Son troisième film, Dear Doctor, tourné en 2009, a été montré en compétition au festival des films du Monde de Montréal et a notamment gagné le prix du meilleur film au Kinema Junpo Award ainsi que le prix du meilleur scénario aux Oscars Japonais.

Son quatrième film, Dreams for sale a été présenté en première mondiale au festival international du film de Toronto et a gagné de nombreux prix, au Japon et à l’étranger.

Miwa Nishikawa est aussi une romancière qui a publié plusieurs ouvrages, également récompensés par de nombreux prix : le Mishima Yukio pour son roman « Sway » et le prix Naoki, en 2009, pour « Kino no kamisama », qui a inspiré Dear Doctor. Citons également parmi ses ouvrages, « Sono hi Tokyo eki goji nijugofun hatsu » et « Eiga ni matsuwaru X ni tsuite ».

Pour la réalisation de The Long Excuse, elle s’est entourée de techniciens renommés dont le chef opérateur Yutaka Yamazaki qui a signé la photographie de Après la tempête de Kore-eda.

Interrogé sur la genèse du film, la réalisatrice explique: « Le point de départ est le tremblement de terre et le tsunami survenus en 2011. Dans la foulée, j’ai vu nombre de reportages à la télé et lu beaucoup d’histoires tragiques au sujet de familles, d’amis et de collègues qui ont perdu des proches dans ces circonstances. Comment affronter une douleur aussi brutale ? Je me suis mise à penser à toutes ces autres personnes que je ne connaissais pas. Par exemple, à celles qui avaient été séparées alors qu’elles étaient en mauvais termes. Il pouvait s’agir d’un couple, qui se serait disputé le matin même, ou de collègues, qui auraient toujours été en désaccord. J’avais l’envie d’écrire sur des gens qui ont connu ce genre de tragédie, mais je ne souhaitais pas m’inspirer de faits réels, ou de faits limités au Japon. Je voulais raconter une histoire qui puisse résonner de façon universelle, à laquelle on puisse s’identifier facilement ; c’est pour cela que j’ai choisi de parler d’un écrivain et de la perte de sa femme dans un accident. »
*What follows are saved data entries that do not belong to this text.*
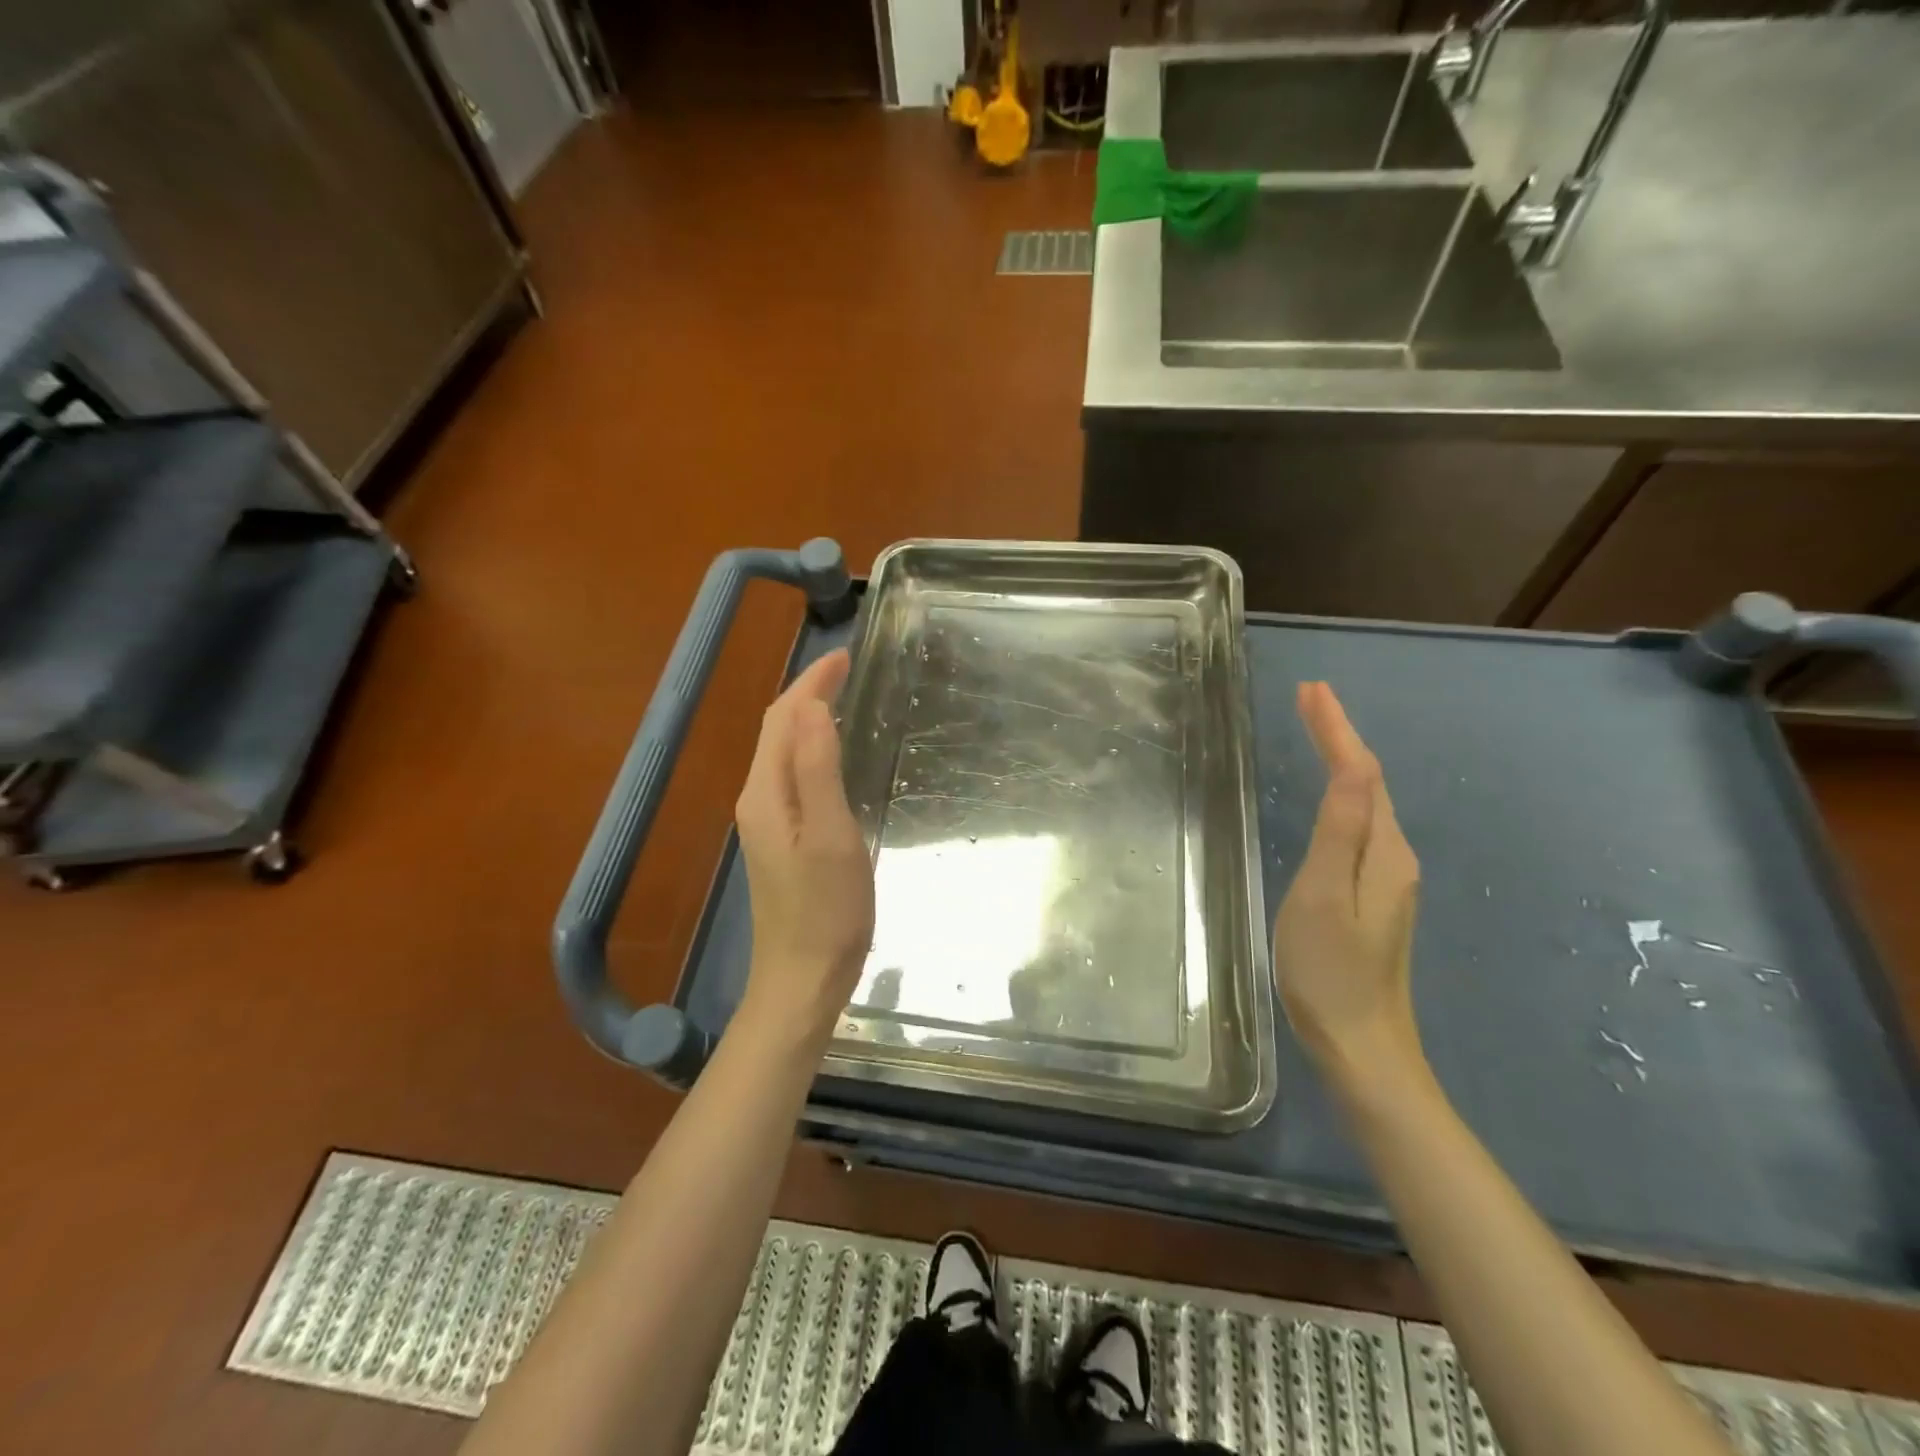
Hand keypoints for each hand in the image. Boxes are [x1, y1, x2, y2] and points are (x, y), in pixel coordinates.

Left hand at [735, 649, 874, 1040]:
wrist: (801, 980)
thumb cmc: (825, 911)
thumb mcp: (831, 836)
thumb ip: (818, 770)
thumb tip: (813, 707)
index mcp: (767, 793)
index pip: (783, 719)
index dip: (811, 683)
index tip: (845, 656)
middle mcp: (758, 801)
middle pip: (777, 731)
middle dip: (807, 693)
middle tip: (847, 669)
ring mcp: (766, 824)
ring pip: (783, 753)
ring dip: (808, 719)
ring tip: (841, 698)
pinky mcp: (780, 842)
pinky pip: (792, 777)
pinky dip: (810, 750)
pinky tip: (831, 756)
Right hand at [1272, 682, 1425, 1088]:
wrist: (1361, 1047)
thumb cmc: (1330, 971)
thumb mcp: (1326, 895)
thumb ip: (1341, 831)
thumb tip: (1355, 767)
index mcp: (1384, 853)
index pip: (1361, 774)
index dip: (1337, 730)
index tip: (1312, 690)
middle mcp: (1393, 858)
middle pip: (1369, 783)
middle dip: (1340, 736)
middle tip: (1308, 699)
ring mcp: (1385, 880)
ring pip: (1366, 804)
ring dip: (1342, 760)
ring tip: (1315, 730)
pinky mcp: (1371, 898)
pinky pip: (1359, 827)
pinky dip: (1342, 795)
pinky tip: (1329, 796)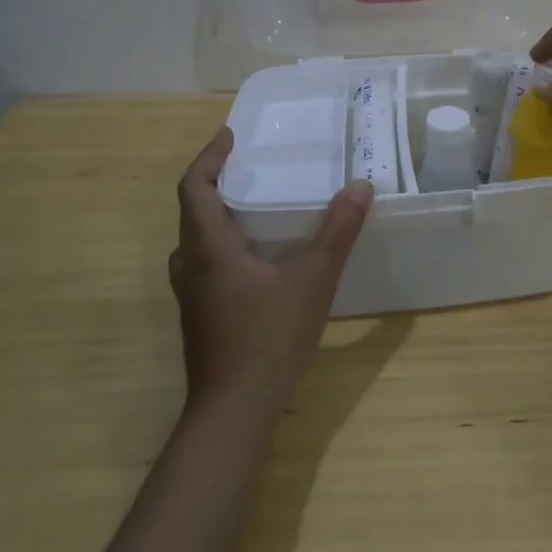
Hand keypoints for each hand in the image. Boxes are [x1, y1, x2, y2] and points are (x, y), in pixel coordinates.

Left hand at [168, 128, 373, 414]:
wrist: (231, 416)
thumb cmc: (267, 340)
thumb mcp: (312, 281)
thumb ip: (337, 232)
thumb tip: (359, 187)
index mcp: (209, 248)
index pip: (194, 187)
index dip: (209, 156)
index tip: (230, 135)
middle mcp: (191, 265)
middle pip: (192, 209)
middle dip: (215, 179)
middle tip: (249, 162)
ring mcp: (191, 294)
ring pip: (195, 238)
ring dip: (216, 211)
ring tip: (252, 200)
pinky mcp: (200, 315)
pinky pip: (204, 260)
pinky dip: (222, 240)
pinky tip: (255, 252)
« Nishikawa n’est pas là pour envoyer une carte postale réconfortante sur le deuil. Dans The Long Excuse, sous les cerisiers d’hanami, on a plutôt tendance à s’engueuler. Si le film envisage une possible réconciliation (avec soi-même, avec ses remords), il n’efface pas l’amertume : le silence de la solitude renvoie au silence de l’accident, et des disparues il ne reste que des photos, des cendres, un dessin sur le frigo. Nishikawa, à la fois critique et généreuse envers ses personnages masculins imparfaits, porte un regard délicat sur tout cela, ce tumulte intérieur, violent et étouffé. Idée de montage à la fois naïve et extrêmement poétique, à un plan de bulle s’élevant dans le ciel pour éclater succède un grand feu d’artifice muet. C’est en ne commentant pas trop que Nishikawa brille le plus, lorsqu’elle associe le vertige de la perte et le sens du détail comme autant de nuances dans ce poignant portrait. » (filmdeculte.com)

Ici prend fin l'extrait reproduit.